「『勝ちいくさとは絶対に自己の敗北を認めぬ戦いをいう』とする、この当時の陸軍大学校長フォッシュを熱烈に支持したのが、陸軍総司令部第三局軍事作戦課のグランメゾン大佐であった。」
「この新流派はグランメゾン大佐を予言者と仰ぎ、1912年に参謀総長に任ぜられたジョッフル将軍を、推進役とみなした。将軍の権威を笠に着て、無制限攻撃を主張する連中がフランス軍機構を牛耳り、伝統ある原則を反古にし、 あの悪名高い『第17計画』を立案したのである。
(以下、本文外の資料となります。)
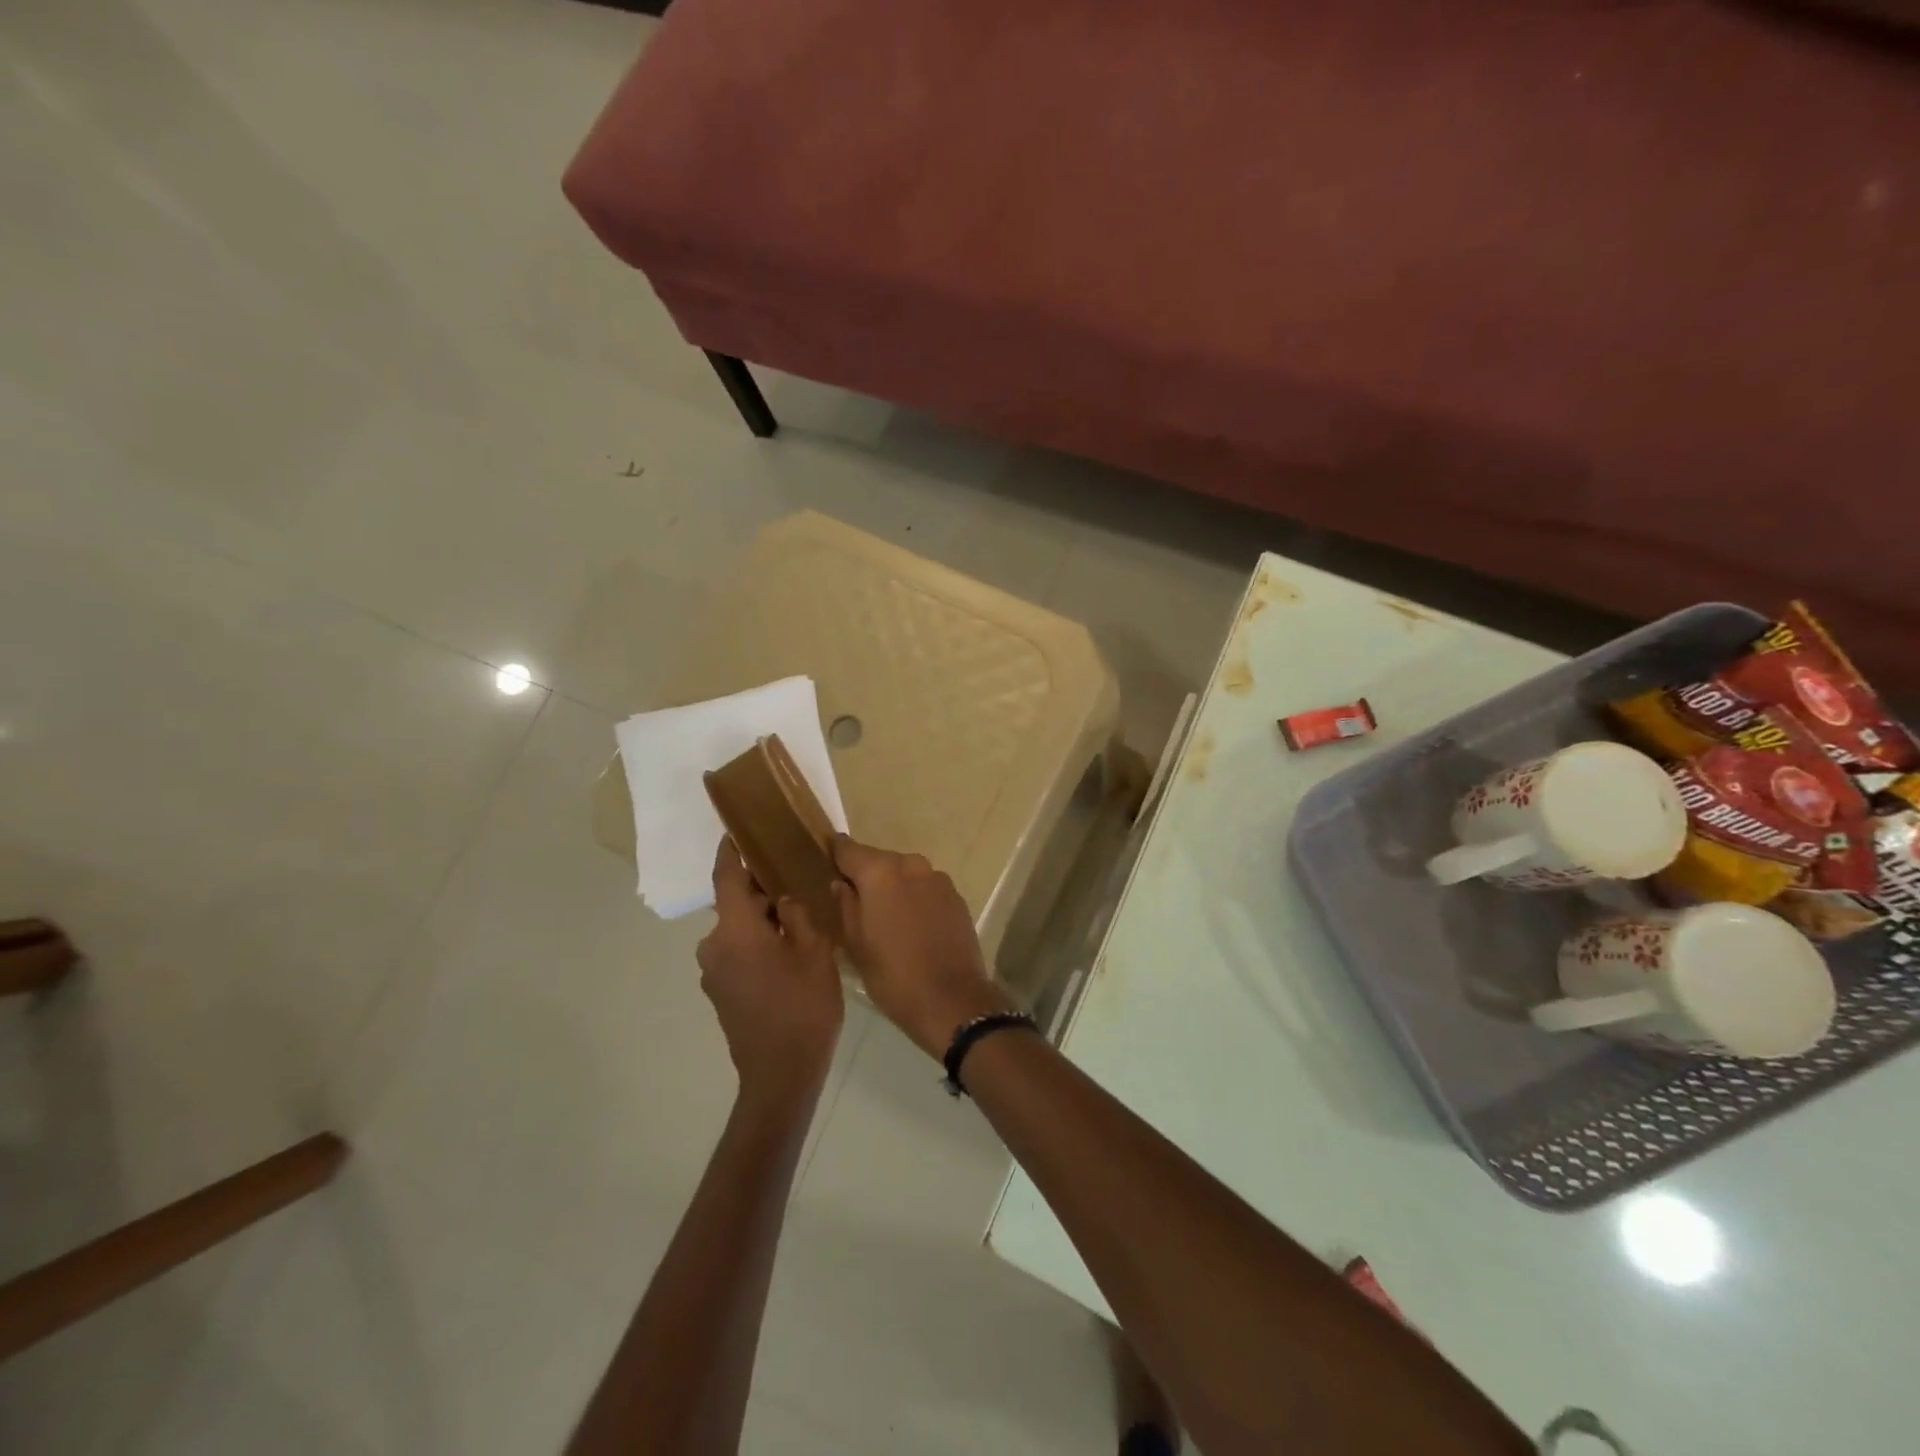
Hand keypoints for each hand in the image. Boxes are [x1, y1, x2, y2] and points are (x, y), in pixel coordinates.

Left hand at [697, 838, 843, 1100]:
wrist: (781, 1075)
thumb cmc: (803, 1007)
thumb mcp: (814, 951)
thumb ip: (797, 915)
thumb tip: (784, 901)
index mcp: (735, 930)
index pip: (726, 876)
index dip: (731, 850)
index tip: (737, 828)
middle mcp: (714, 946)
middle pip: (734, 903)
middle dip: (760, 889)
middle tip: (794, 876)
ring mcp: (713, 972)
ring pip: (737, 929)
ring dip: (761, 919)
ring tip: (797, 915)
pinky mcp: (720, 992)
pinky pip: (736, 951)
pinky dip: (756, 942)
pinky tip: (786, 949)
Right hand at [830, 835, 1013, 1058]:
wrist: (951, 999)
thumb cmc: (893, 975)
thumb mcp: (856, 945)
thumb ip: (846, 906)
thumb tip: (840, 884)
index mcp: (880, 873)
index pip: (849, 849)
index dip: (836, 852)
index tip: (826, 855)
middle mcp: (911, 865)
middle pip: (880, 860)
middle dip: (866, 875)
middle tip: (854, 898)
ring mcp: (938, 879)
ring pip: (905, 873)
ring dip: (893, 887)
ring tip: (885, 915)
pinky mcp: (956, 896)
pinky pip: (926, 888)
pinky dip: (915, 898)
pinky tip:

同計画は歴史的経験も、また常識も無視したうえで、兵力と場所との二重の計算違いを犯して立案されたものだった。」
「(中略)かりにこれほどのひどい誤謬を犯していなかったとしても、この『第17計画』は是認されず、むしろ根本的な誤りが露呈されたはずである。国境要塞地帯に立てこもっているドイツ軍主力に対して、劣勢の兵力をもって正面攻撃を仕掛けるような作戦、しかもその攻撃たるや、本来の伝統的な方法の利点のすべてを無視するようなこの作戦に対して、これまでの歴史はひとかけらの正当性も認めていないからである。」